### Given entries
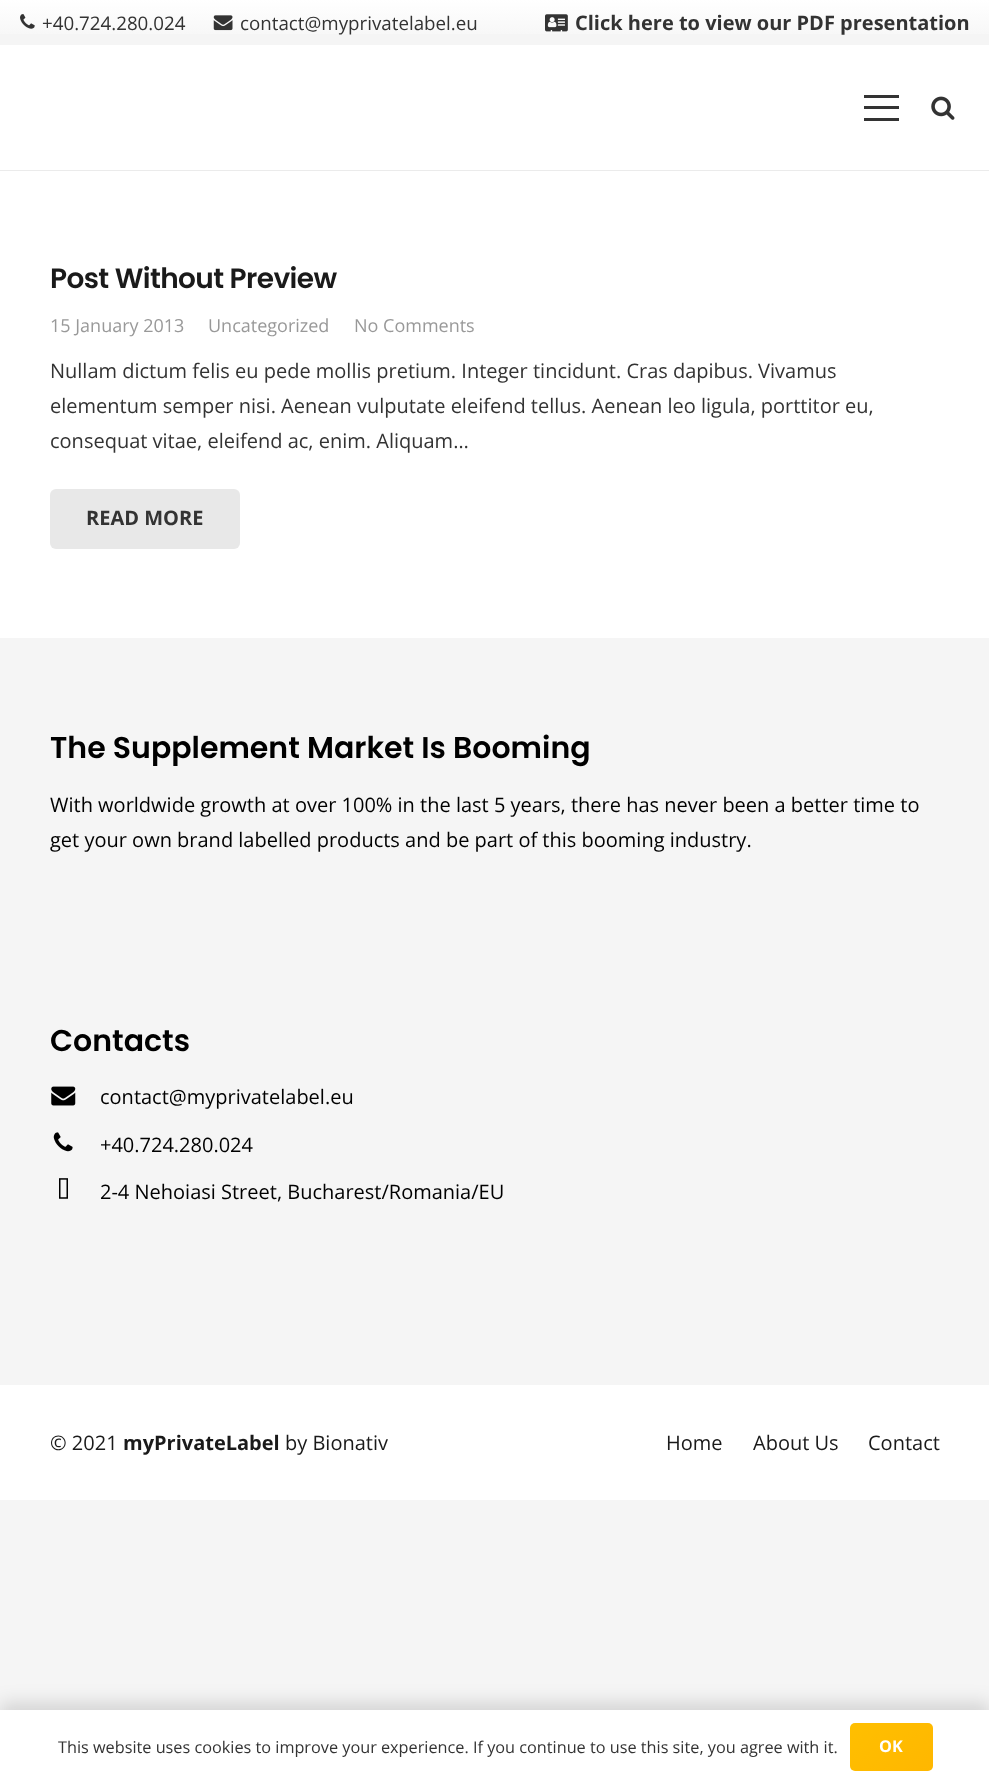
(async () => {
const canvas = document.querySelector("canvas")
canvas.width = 989
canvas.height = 1783
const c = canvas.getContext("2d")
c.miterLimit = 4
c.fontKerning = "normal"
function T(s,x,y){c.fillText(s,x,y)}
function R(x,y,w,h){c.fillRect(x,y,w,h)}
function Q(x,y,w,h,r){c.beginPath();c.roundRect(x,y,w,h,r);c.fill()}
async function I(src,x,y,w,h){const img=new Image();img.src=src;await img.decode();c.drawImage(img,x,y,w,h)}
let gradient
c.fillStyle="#f5f5f5"
R(0,0,989,1783)
c.fillStyle="#fff"
R(0,45,989,593)
gradient = c.createLinearGradient(495,45,495,0)
gradient.addColorStop(0,"#f5f5f5")
gradient.addColorStop(1,"#fff")
c.fillStyle = gradient
R(0,0,989,34)
await I("1.png",20,14,15,15)
c.font="18.75px Open Sans"
c.fillStyle="#333"
T("+40.724.280.024",42,30)
await I("2.png",213,15,20,16)
T("contact@myprivatelabel.eu",240,30)
await I("3.png",545,14,23,18)
c.font="bold 20px Open Sans"
T("Click here to view our PDF presentation",575,30)
c.fillStyle="#ebebeb"
R(0,170,989,1)
c.fillStyle="#333"
R(864,106,35,3)
R(864,95,35,3)
R(864,118,35,3)
await I("4.png",931,96,24,24)
c.letterSpacing="-0.6px"
c.font="600 28px Poppins"
c.fillStyle="#1a1a1a"
T("Post Without Preview",50,288)
c.letterSpacing="0px"
c.font="18px Open Sans"
c.fillStyle="#999"
T("15 January 2013",50,332)
T("Uncategorized",208,332)
T("No Comments",354,332)
c.font="20px Open Sans"
c.fillStyle="#333"
T("Nullam dictum felis eu pede mollis pretium. Integer tincidunt. Cras dapibus. Vivamus",50,378)
T("elementum semper nisi. Aenean vulputate eleifend tellus. Aenean leo ligula, porttitor eu,",50,413)
T("consequat vitae, eleifend ac, enim. Aliquam…",50,448)
c.fillStyle="#e8e8e8"
Q(50,489,190,60,6)
c.font="bold 20px Open Sans"
c.fillStyle="#333"
T("READ MORE",86,525)
c.fillStyle="#fff"
R(0,1385,989,115)
c.font="600 30px Poppins"
c.fillStyle="#000"
T("The Supplement Market Is Booming",50,758)
c.font="20px Open Sans"
T("With worldwide growth at over 100% in the last 5 years, there has never been a better time to",50,812)
T("get your own brand labelled products and be part of this booming industry.",50,847)
c.font="600 30px Poppins"
T("Contacts",50,1051)
await I("5.png",51,1086,25,20)
c.font="20px Open Sans"
T("contact@myprivatelabel.eu",100,1104)
await I("6.png",53,1132,20,20)
T("+40.724.280.024",100,1152)
await I("7.png",59,1178,9,21)
T("2-4 Nehoiasi Street, Bucharest/Romania/EU",100,1199)
c.fillStyle="#1a1a1a"
T("© 2021",50,1450)
c.font="bold 20px Open Sans"
T("myPrivateLabel",123,1450)
c.font="20px Open Sans"
T("by Bionativ",285,1450)
T("Home",666,1450)
T("About Us",753,1450)
T("Contact",868,1450)
c.fillStyle="#00000026"
c.filter="blur(9.5px)"
c.beginPath()
c.rect(0,1704,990,74)
c.fill()
c.filter="none"
c.fillStyle="#fff"
R(0,1710,989,73)
c.font="16.25px Open Sans"
c.fillStyle="#333"
T("This website uses cookies to improve your experience. If you continue to use this site, you agree with it.",58,1753)
gradient = c.createLinearGradient(862,1712,920,1781)
gradient.addColorStop(0,"#ffbf00")
gradient.addColorStop(1,"#ffb700")
c.fillStyle = gradient
Q(850,1723,83,48,5)
c.font="bold 16.25px Open Sans"
c.fillStyle="#fff"
T("OK",879,1752)
})()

### What you have to do
Beginning at the line above with "canvas.height = 1783" and finishing at the line with "let gradient", return each line exactly and return nothing else.

### Task result
canvas.height = 1783
const c = canvas.getContext("2d")
c.miterLimit = 4
c.fontKerning = "normal"
function T(s,x,y){c.fillText(s,x,y)}
function R(x,y,w,h){c.fillRect(x,y,w,h)}
function Q(x,y,w,h,r){c.beginPath();c.roundRect(x,y,w,h,r);c.fill()}
async function I(src,x,y,w,h){const img=new Image();img.src=src;await img.decode();c.drawImage(img,x,y,w,h)}
let gradient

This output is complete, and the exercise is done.